Começou ontem a inscrição para as primeiras aulas de violão e piano na recém-inaugurada sala de música Luís Lima, uma homenagem do admirador e amigo Funá Évora a esse conceituado compositor de mornas e coladeiras. O espaço, que não é uma “escola” no seu verdadeiro sentido, fica na residência desse reparador geral na Vila Nova, e foi aberto, segundo Funá, para eternizar o artista Luís Lima, autor de composições famosas como a morna Dor di nha Dor, gravada por Bana.
“Costumo dizer a brincar que conhecer Ti Liz custou-me 2.400$00. Isto porque tive um cliente e eu disse-lhe que o meu sonho era arranjar dinheiro para ir a Portugal conhecer o Luís Lima pessoalmente. Ele riu-se e disse-me que não era preciso gastar tanto porque o Luís estava em S. Vicente. Fiquei tão contente com a novidade que lhe prometi fazer o trabalho de graça caso ele me levasse a conhecer o meu ídolo. E o trabalho custava 2 mil e 400 escudos”, contou Funá, no seu jeito brincalhão, às 10 pessoas que estiveram na inauguração da sala, entre as quais o edil Augusto Neves e o artista plástico Ró.
Esse acto simbólico aconteceu no dia 5 de Julho, data em que Luís Lima completou 67 anos de vida. O momento foi aproveitado para esse punhado de amigos cantarem os parabéns ao autor das mornas “Lágrima e súplica” e “Anjo negra”. O acto aconteceu dentro da pequena sala, que foi ornamentada com antigas “cadeiras de escola” e tem capacidade para acolher 16 alunos. Segundo Funá, o local está disponível para quem quiser dar aulas de música e formações noutras áreas.
Abrir essa sala foi uma promessa que Funá fez ao artista. Isto aconteceu, conta, depois de ter organizado uma homenagem ao compositor na Academia Jotamont há coisa de dois anos. Nesse dia, revela, garantiu a Luís Lima que iria fazer algo maior para eternizar a sua obra.
Para o agraciado, esse gesto homenageia tanto a sua pessoa como a cultura cabo-verdiana. “É um gesto humilde e bonito para todo o Cabo Verde. Hoje a nossa Morna está a trilhar o seu percurso para ser considerada património mundial. A Morna já foi menina-moça agora quer ser reconhecida como uma mulher, cujo seio amamentou a nossa cultura maior. A Morna é um instrumento que moldou a nossa nação e deu um sentido a muitas gerações”, comenta o compositor da coladeira “Velha bichica” gravada por Maria Alice.

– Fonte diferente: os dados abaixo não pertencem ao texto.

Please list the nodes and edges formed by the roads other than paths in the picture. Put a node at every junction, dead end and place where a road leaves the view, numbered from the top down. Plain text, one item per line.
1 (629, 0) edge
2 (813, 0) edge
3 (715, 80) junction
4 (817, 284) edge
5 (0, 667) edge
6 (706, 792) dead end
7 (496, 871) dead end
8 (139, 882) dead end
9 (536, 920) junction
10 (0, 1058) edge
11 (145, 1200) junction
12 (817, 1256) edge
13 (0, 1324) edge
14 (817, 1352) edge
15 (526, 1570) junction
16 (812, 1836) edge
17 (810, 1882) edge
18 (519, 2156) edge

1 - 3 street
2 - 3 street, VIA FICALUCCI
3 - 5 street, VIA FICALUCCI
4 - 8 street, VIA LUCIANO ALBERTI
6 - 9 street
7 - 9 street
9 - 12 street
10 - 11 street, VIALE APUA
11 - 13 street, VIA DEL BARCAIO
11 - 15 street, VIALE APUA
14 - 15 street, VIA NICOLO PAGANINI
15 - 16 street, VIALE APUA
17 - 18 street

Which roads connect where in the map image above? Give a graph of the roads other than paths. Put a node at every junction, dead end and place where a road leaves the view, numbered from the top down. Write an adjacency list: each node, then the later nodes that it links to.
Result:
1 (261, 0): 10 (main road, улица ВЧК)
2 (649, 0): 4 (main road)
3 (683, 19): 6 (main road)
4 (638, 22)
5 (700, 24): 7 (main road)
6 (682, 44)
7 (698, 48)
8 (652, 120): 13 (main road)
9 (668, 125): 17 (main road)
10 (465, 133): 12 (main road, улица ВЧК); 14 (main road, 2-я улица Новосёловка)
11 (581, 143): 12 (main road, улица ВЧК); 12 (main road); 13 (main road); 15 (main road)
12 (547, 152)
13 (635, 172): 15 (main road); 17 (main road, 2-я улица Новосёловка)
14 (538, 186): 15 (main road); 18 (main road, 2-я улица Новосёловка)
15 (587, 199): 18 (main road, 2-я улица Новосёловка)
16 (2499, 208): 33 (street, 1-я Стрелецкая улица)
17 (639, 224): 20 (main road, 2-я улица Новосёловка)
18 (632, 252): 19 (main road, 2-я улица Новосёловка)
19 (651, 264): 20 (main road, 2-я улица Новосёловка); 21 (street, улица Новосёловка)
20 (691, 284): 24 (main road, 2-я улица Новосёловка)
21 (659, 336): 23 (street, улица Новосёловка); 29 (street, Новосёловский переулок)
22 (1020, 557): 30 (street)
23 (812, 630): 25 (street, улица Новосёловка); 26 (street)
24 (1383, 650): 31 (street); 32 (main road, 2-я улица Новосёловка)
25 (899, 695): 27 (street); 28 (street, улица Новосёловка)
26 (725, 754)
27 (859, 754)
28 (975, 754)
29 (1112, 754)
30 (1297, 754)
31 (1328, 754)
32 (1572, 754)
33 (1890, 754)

Foi ainda criança que Luís Lima descobriu a sua veia artística e contestatária. Nascido em Santo Antão em 1952, no vale do Paul, cedo se apercebeu do sofrimento que atingia as gentes do mundo rural. Era no tempo colonial, mas isso não o impediu de contestar e relatar as discriminações que assolavam a vida do povo cabo-verdiano. Já em casa costumava ouvir o pai a tocar violão, algo que ajudou a despertar nele a vertente musical.
No entanto, aos oito anos viria a ser atingido pela paralisia infantil. Doente, foi levado para a ilha de S. Vicente e tratado pelo Dr. Fonseca. Após algumas melhorias, regressou a Santo Antão para continuar os estudos. “Depois regressei a S. Vicente para o teste de admissão da quarta classe. Na prova de desenho mostrei duas crianças brincando, uma pobre e outra rica, e desenhei o Salazar com um com braço com dois dedos e pernas deformadas. Fui chumbado”, conta Luís Lima.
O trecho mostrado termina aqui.